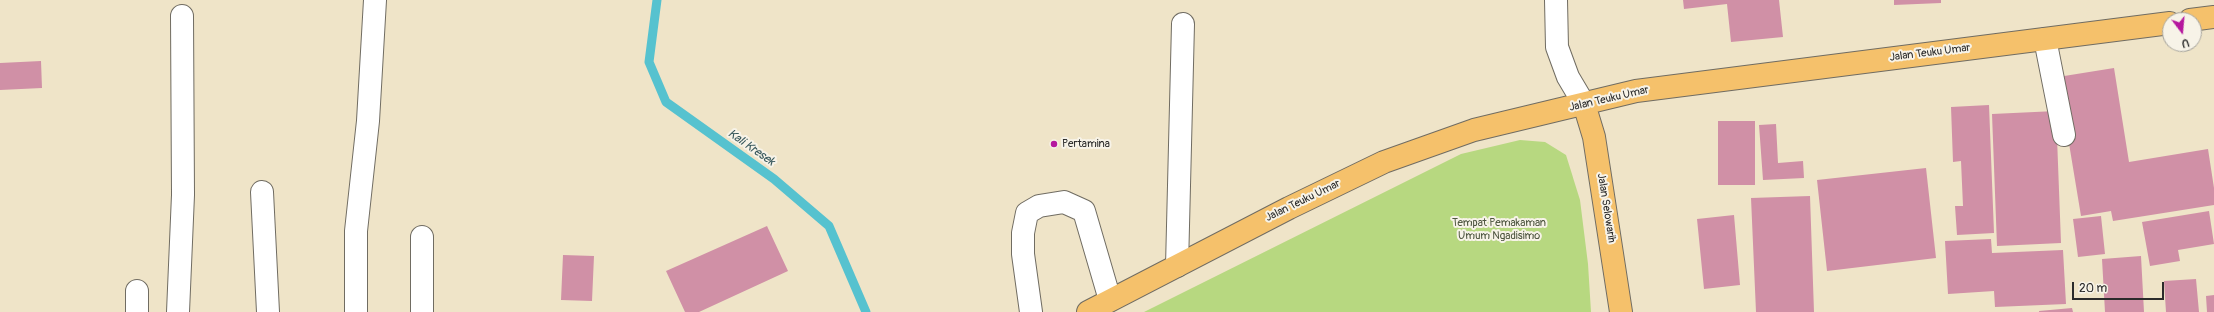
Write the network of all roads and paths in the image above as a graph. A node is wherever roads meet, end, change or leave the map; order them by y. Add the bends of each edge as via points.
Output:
1 (375, 0) edge
2 (1556, 0) edge
3 (182, 16) dead end
4 (2214, 17) edge
5 (2202, 18) edge
6 (1183, 24) dead end
7 (2162, 24) edge
8 (2045, 39) junction
9 (1584, 104) junction
10 (2064, 135) dead end
11 (262, 192) dead end
12 (422, 237) dead end
13 (1177, 266) junction
14 (1110, 300) junction
15 (178, 312) edge
16 (268, 312) edge
17 (356, 312) edge
18 (422, 312) edge
19 (1031, 312) edge
20 (1088, 312) edge
21 (1621, 312) edge

1 - 17 street via 368,121 356,231
2 - 9 street via 1557,47 1568,77
3 - 15 street via 183,195
4 - 5 main road
6 - 13 street
7 - 8 main road, Jalan Teuku Umar
8 - 9 main road, Jalan Teuku Umar via 1636,91
8 - 10 street
9 - 13 main road, Jalan Teuku Umar via 1474,130 1384,162
9 - 21 main road, Jalan Selowarih via 1594,137
11 - 16 street
12 - 18 street
13 - 14 main road, Jalan Teuku Umar
14 - 19 street via 1084,211 1064,202 1039,206 1027,213 1023,233 1023,254
14 - 20 main road, Jalan Teuku Umar

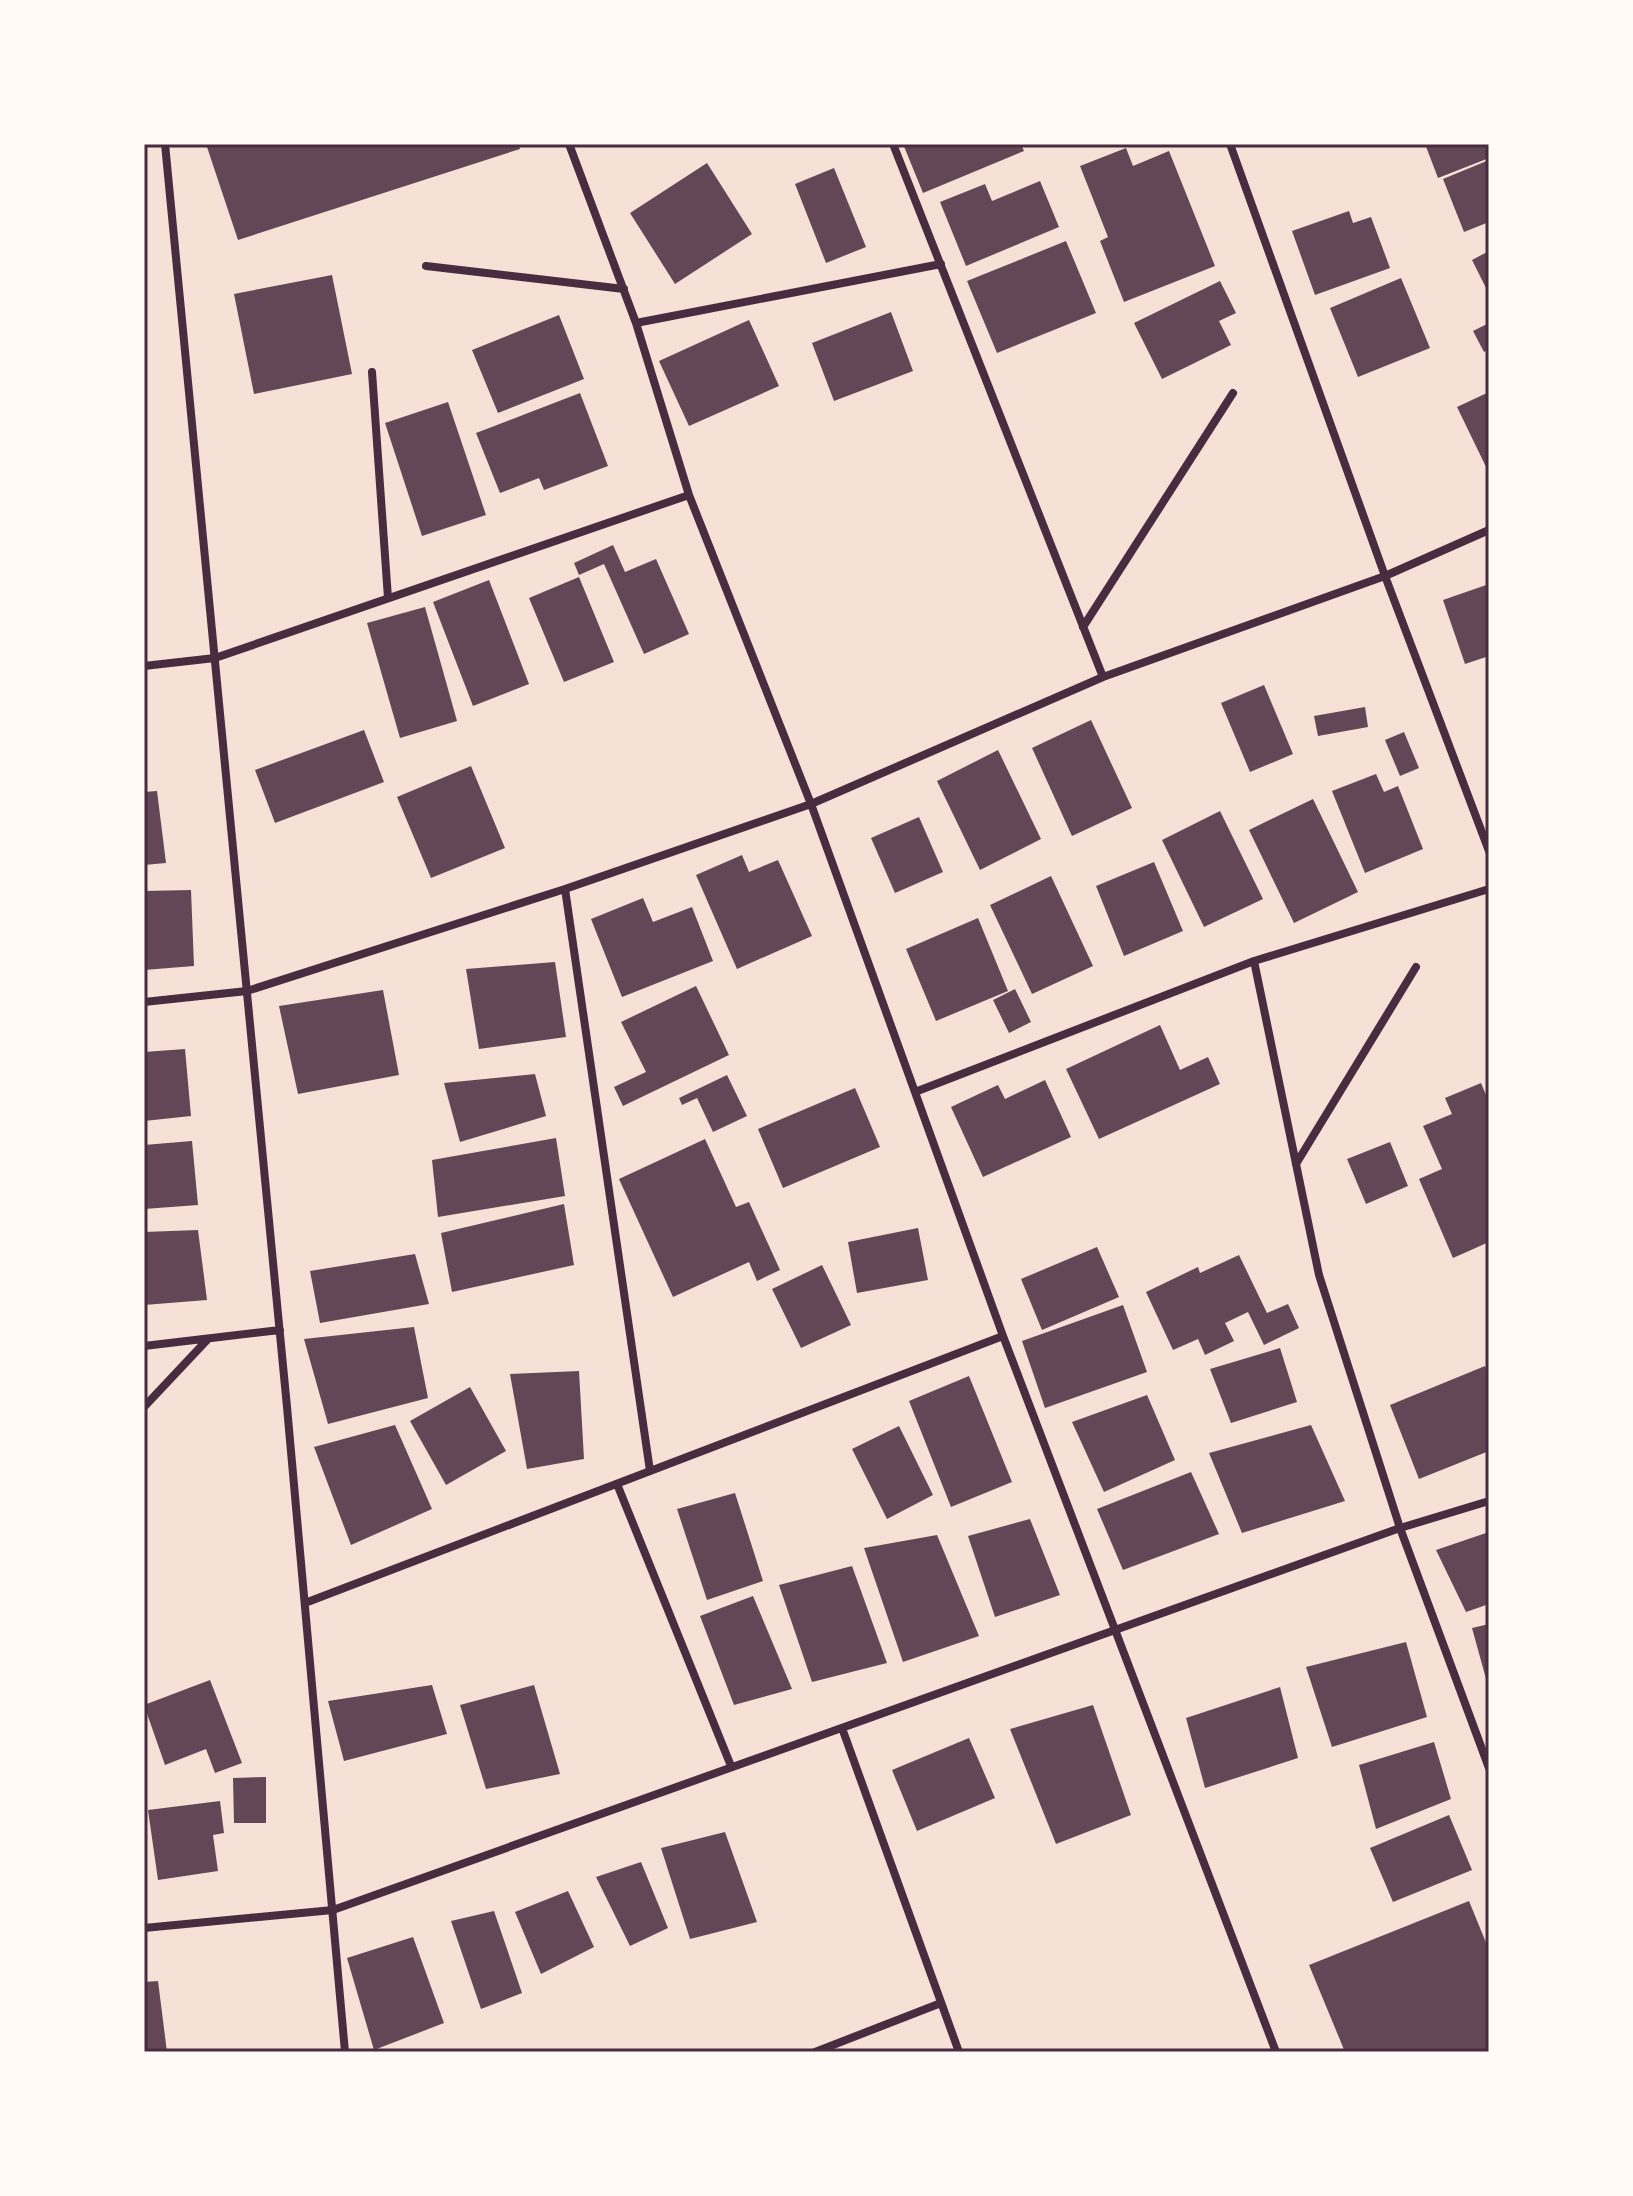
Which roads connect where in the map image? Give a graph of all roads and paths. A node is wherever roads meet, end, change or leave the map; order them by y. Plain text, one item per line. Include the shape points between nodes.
1 (165, 144) edge
2 (569, 144) edge
3 (893, 144) edge
4 (1230, 144) edge
5 (941, 264) junction
6 (426, 266) dead end
7 (624, 289) junction
8 (636, 323) junction
9 (372, 372) dead end
10 (1233, 393) dead end
11 (689, 495) junction
12 (1489, 530) edge
13 (1385, 576) junction
14 (388, 598) junction
15 (1083, 627) junction
16 (215, 658) junction
17 (144, 666) edge
18 (1103, 677) junction
19 (811, 804) junction
20 (1489, 851) edge
21 (565, 889) junction
22 (1489, 889) edge
23 (1254, 961) junction
24 (1416, 967) dead end
25 (247, 991) junction
26 (144, 1002) edge
27 (915, 1092) junction
28 (1296, 1164) junction
29 (280, 1330) junction
30 (1003, 1336) junction
31 (209, 1338) junction
32 (144, 1346) edge
33 (144, 1407) edge
34 (650, 1471) junction
35 (617, 1484) junction
36 (1489, 1501) edge
37 (1400, 1528) junction
38 (305, 1603) junction
39 (1115, 1631) junction
40 (842, 1728) junction
41 (731, 1766) junction
42 (1489, 1768) edge
43 (333, 1910) junction
44 (144, 1928) edge
45 (941, 2003) junction
46 (345, 2052) edge
47 (815, 2052) edge
48 (959, 2052) edge
49 (1276, 2052) edge

1 - 16 street
2 - 7 street
3 - 5 street
4 - 13 street
5 - 8 street
5 - 15 street
6 - 7 street
7 - 8 street
8 - 11 street
9 - 14 street
10 - 15 street
11 - 14 street
11 - 19 street
12 - 13 street
13 - 18 street
13 - 20 street
14 - 16 street
15 - 18 street
16 - 17 street
16 - 25 street
18 - 19 street
19 - 21 street
19 - 27 street
21 - 25 street
21 - 34 street
22 - 23 street
23 - 27 street
23 - 28 street
24 - 28 street
25 - 26 street
25 - 29 street
27 - 30 street
28 - 37 street via 1319,1275
29 - 31 street
29 - 38 street
30 - 34 street
30 - 39 street
31 - 32 street
31 - 33 street
34 - 35 street
35 - 38 street
35 - 41 street
36 - 37 street
37 - 39 street
37 - 42 street
38 - 43 street
39 - 40 street
39 - 49 street
40 - 41 street
40 - 45 street
41 - 43 street
43 - 44 street
43 - 46 street
45 - 47 street
45 - 48 street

PROBLEM TO WORK ON:
Check each line above for the word "Jalan" and copy every line that has it.

WRITTEN SOLUTION:
7 - 8 main road, Jalan Teuku Umar
8 - 9 main road, Jalan Teuku Umar via 1636,91
9 - 13 main road, Jalan Teuku Umar via 1474,130 1384,162
9 - 21 main road, Jalan Selowarih via 1594,137
13 - 14 main road, Jalan Teuku Umar
14 - 20 main road, Jalan Teuku Umar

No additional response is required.